– Be sure the door to our room is closed when the dog with muddy paws comes tearing into the house because, it turns out, she WILL jump on our bed. Specifically my pillow.
– While washing the sheets (see above), see if I can find the mattress pad. Seriously, how can it just disappear?
– Remember to give Tess some choices of independent activities. And while I’m at it, put out of reach all things she might decide to do “all by herself.” Nail polish, lipstick and Exacto knives come to mind. . .
– Speaking of sharp things, when the littlest thinks my razor is a sucker in the shower and shaves off some taste buds, it WILL bother me but WON’T bother her. Good to know. Also, put up razors OR give up smooth legs . . . it’s for safety!
– Don’t feel bad/guilty/like a failure for not training for the half-marathon. I am sick. I feel like there is a lava lamp in my sinuses. Running would make me cough more. Right? Right?!?!

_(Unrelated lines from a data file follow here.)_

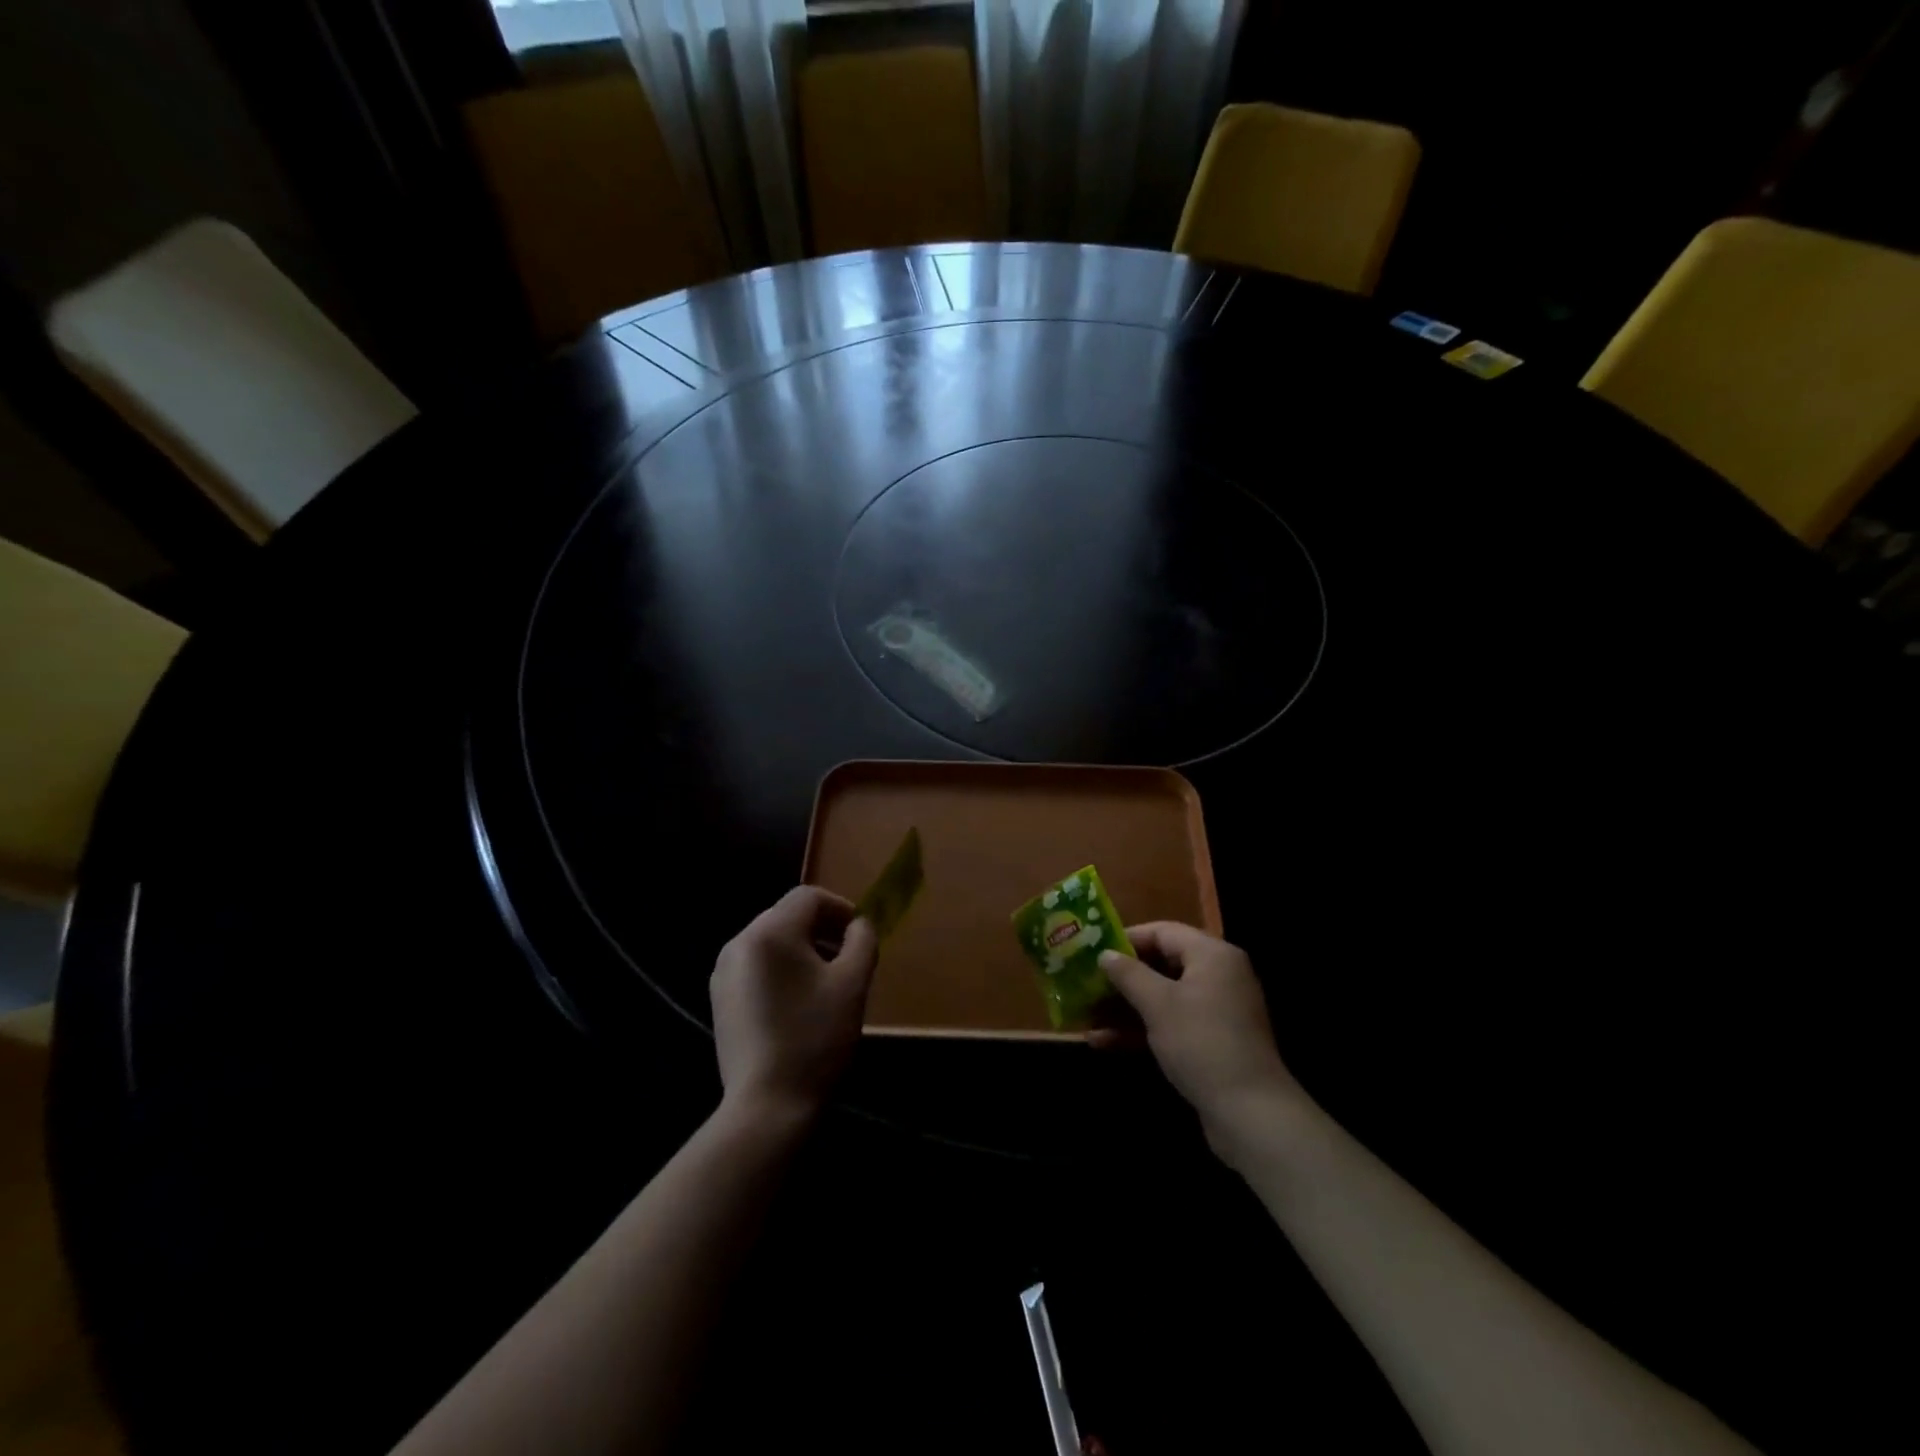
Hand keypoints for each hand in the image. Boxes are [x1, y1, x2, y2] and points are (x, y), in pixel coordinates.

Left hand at [710, 888, 877, 1122]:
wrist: (767, 1107)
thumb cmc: (815, 1039)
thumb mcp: (853, 984)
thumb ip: (862, 941)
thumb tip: (858, 925)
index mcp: (770, 932)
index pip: (808, 897)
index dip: (840, 908)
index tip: (860, 935)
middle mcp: (739, 942)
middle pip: (787, 916)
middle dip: (822, 929)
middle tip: (848, 958)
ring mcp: (724, 972)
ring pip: (772, 941)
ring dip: (802, 949)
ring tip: (826, 982)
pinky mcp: (720, 998)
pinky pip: (756, 965)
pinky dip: (781, 969)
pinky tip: (798, 1002)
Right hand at [1095, 923, 1304, 1151]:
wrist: (1251, 1114)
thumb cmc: (1201, 1043)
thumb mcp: (1158, 1004)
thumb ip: (1128, 974)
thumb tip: (1105, 954)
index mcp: (1212, 955)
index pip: (1162, 931)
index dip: (1125, 939)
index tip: (1092, 951)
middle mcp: (1218, 975)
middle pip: (1161, 964)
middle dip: (1121, 977)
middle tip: (1085, 983)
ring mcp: (1216, 1010)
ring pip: (1163, 997)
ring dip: (1125, 1006)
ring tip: (1086, 1015)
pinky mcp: (1211, 1041)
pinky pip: (1171, 1023)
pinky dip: (1141, 1029)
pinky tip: (1104, 1042)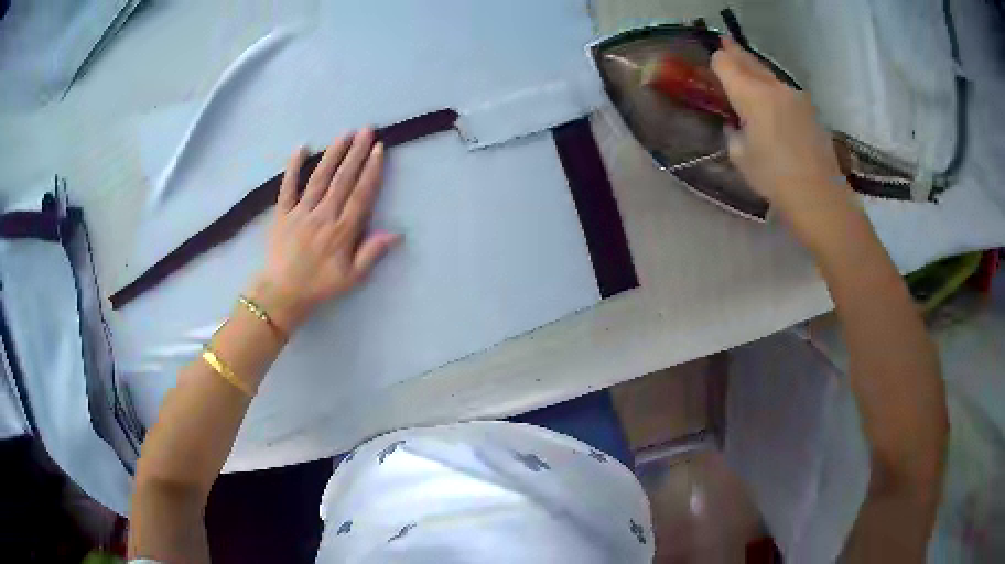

– See above again. And one more time . . .
– If you take NyQuil at 1 am, you won’t wake up until 10:30 am. You may be out of bed but you won’t be with it.
– Always ask clarifying questions. When Tess came in and asked if we could have some Girl Scout cookies, I assumed it was the annoying little girl down the street and not the nice lady next door trying to give us some boxes.
– Work on judging people. Maybe the little girl isn’t annoying after all.
– We need ketchup. Ketchup and butter. Ketchup, butter and oil so that I can start in on my Me and Ree resolution.
– It looks like spring? But it’s not. Keep that in mind.
– I think we have crossed into Unschooling territory and that is okay.
– Kiss my husband for doing the laundry yesterday without being asked.
*I know that some of these memos make the house sound like a danger-fest. It’s not – the girls just have magnetic personalities. Magnets for DANGER that is. Add to the list – Buy hair color.